Introduction
From the molecular biology of a single neuron to the breathtakingly complex circuitry of the entire human nervous system, our understanding of the brain and how it works has undergone radical changes over the past century. These advances have brought us tantalizingly closer to genuinely mechanistic and scientifically rigorous explanations of how the brain’s roughly 100 billion neurons, interacting through trillions of synaptic connections, function both as single units and as larger ensembles. The professional field of neuroscience, in keeping pace with these important scientific developments, has dramatically reshaped the organization of biological sciences across the globe over the last 50 years. Much like physics during its dominant era in the 1950s and 1960s, neuroscience in the 2010s has become the leading scientific discipline with regard to funding, numbers of scientists, and numbers of trainees. Furthermore, neuroscience as fact, explanation, and myth has just as dramatically redrawn our cultural landscape and redefined how Western popular culture understands who we are as individuals. In the 1950s, especially in the United States, Freud and his successors stood at the center of all cultural explanations for psychological suffering. In the new millennium, we perceive such suffering as erupting no longer from a repressed unconscious but, instead, from a pathophysiology rooted in and caused by brain abnormalities and dysfunctions. Indeed, the normal as well as the pathological have become thoroughly neurobiological in the last several decades. In the process, entirely new vistas have opened up in fields ranging from neuroeconomics and neurophilosophy to consumer products, as exemplified by an entire line of soft drinks advertised as offering “neuro” benefits.
From its founding moment in 1969 to the present, the Society for Neuroscience (SfN) has played a critical role in creating this brave new neuroscientific world. In this essay, we will explore the Society’s work and influence through its 50th anniversary in 2019. It is worth noting from the outset that SfN represents something unique as a scientific society, especially for the 20th century. In contrast to most modern professional societies, SfN played a major role not only in the actual creation of the discipline, but also in developing the science and scientific community represented by that discipline. It also is worth emphasizing what we mean by the creation of neuroscience as a discipline. Of course, scientists have observed, dissected, and performed innumerable experiments on various parts of the nervous system for centuries. However, the idea that the study of the nervous system constituted a separate discipline apart from traditional fields of study such as anatomy, pathology, and physiology, did not emerge until the 1960s and 1970s. The founding of SfN forged a new and distinct field by bringing together scientists trained in a variety of established disciplines under the common banner of neuroscience. SfN founders and early leaders consciously sought to make a new community of scientists that eschewed traditional parochialism and disciplinary isolation and, instead, embraced the idea of an intellectually and methodologically open field in which no one approach was privileged over the other. The founding ideals of SfN bear the stamp of the time and place of its birth, in so far as the founders believed that the scientific field it founded in its own image would flourish with egalitarian and democratic institutions.

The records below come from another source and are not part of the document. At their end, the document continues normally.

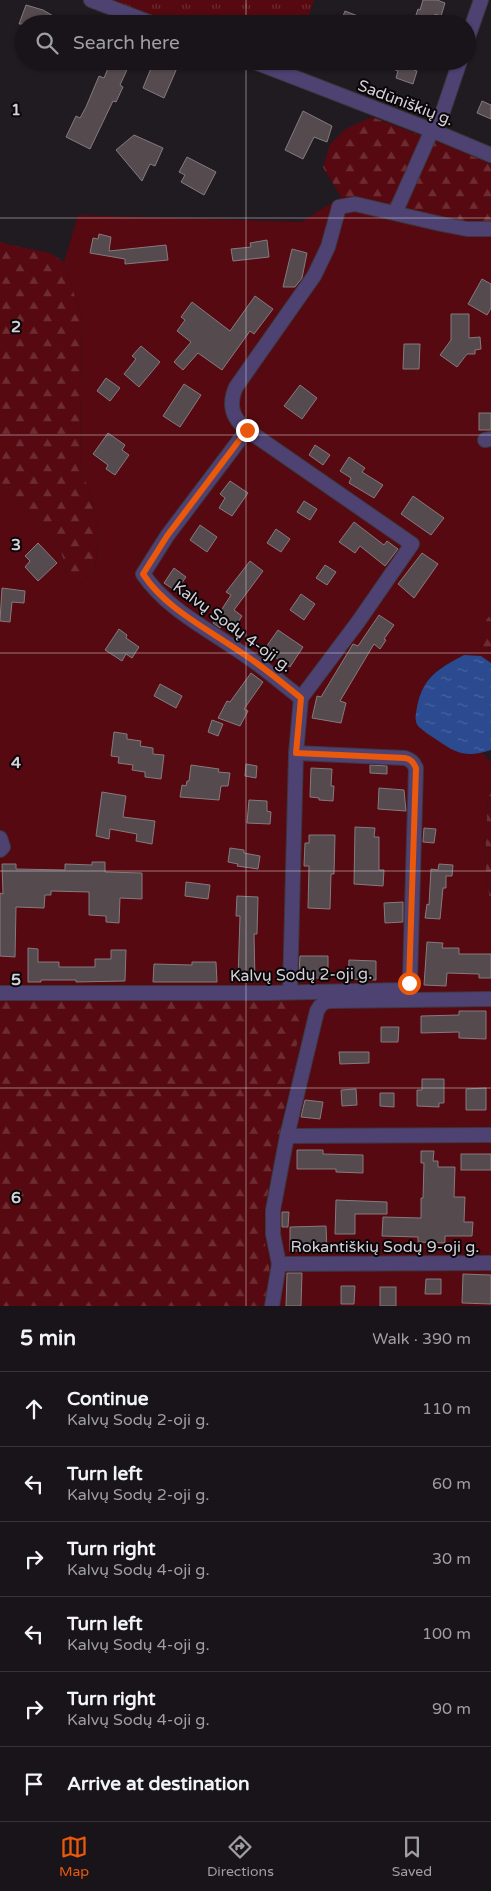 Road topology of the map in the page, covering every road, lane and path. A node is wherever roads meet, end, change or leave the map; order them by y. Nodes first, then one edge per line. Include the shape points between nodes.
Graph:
1 (91, 0) edge
2 (481, 0) edge
3 (130, 15) edge
4 (476, 15) edge
5 (275, 70) edge
6 (457, 70) edge
7 (434, 131) junction
8 (491, 155) edge
9 (395, 213) junction
10 (491, 229) edge
11 (247, 430) junction
12 (301, 698) junction
13 (296, 753) junction
14 (0, 838) edge
15 (0, 850) edge
16 (290, 991) junction
17 (0, 993) edge
18 (491, 999) edge
19 (491, 1135) edge
20 (287, 1136) junction
21 (491, 1263) edge
22 (278, 1264) junction
23 (272, 1306) edge

1 - 3 street
2 - 4 street
5 - 7 street, Sadūniškių g.
6 - 7 street
7 - 8 street, Sadūniškių g.
7 - 9 street
9 - 10 street via 467,229
9 - 11 street via 355,204 339,207 328,247 314,276 236,387 232,413
11 - 12 street, Kalvų Sodų 4-oji g. via 167,536 143,574 172,605
11 - 12 street via 412,544
12 - 13 street
13 - 16 street
13 - 16 street, Kalvų Sodų 2-oji g. via 405,758 410,759 416,768 409,983 400,990
14 - 15 street
16 - 17 street, Kalvų Sodų 2-oji g.
18 - 20 street via 324,1002 317,1011
19 - 20 street
20 - 22 street via 272,1222
21 - 22 street, Rokantiškių Sodų 9-oji g.
22 - 23 street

First and foremost, this is a story of how SfN created unity out of an enormous diversity of approaches and disciplinary traditions and then expanded its organizational mission to provide a home community for scientists at every career stage, in every nation, and in multiple career paths. This story is a complicated narrative that involves numerous individuals, institutions, new technologies, new biological discoveries, and changing social, economic, and political contexts. While we do not try to tell the full history of SfN, we have tried to relate the stories and events of its first 50 years that we think have the most relevance for the present. Neuroscience in its short life has become one of the largest and most exciting fields within biomedicine. While this is an achievement worth celebrating, there are also major challenges that lay ahead. We hope this history can help provide some context and perhaps even some guidance for those challenges.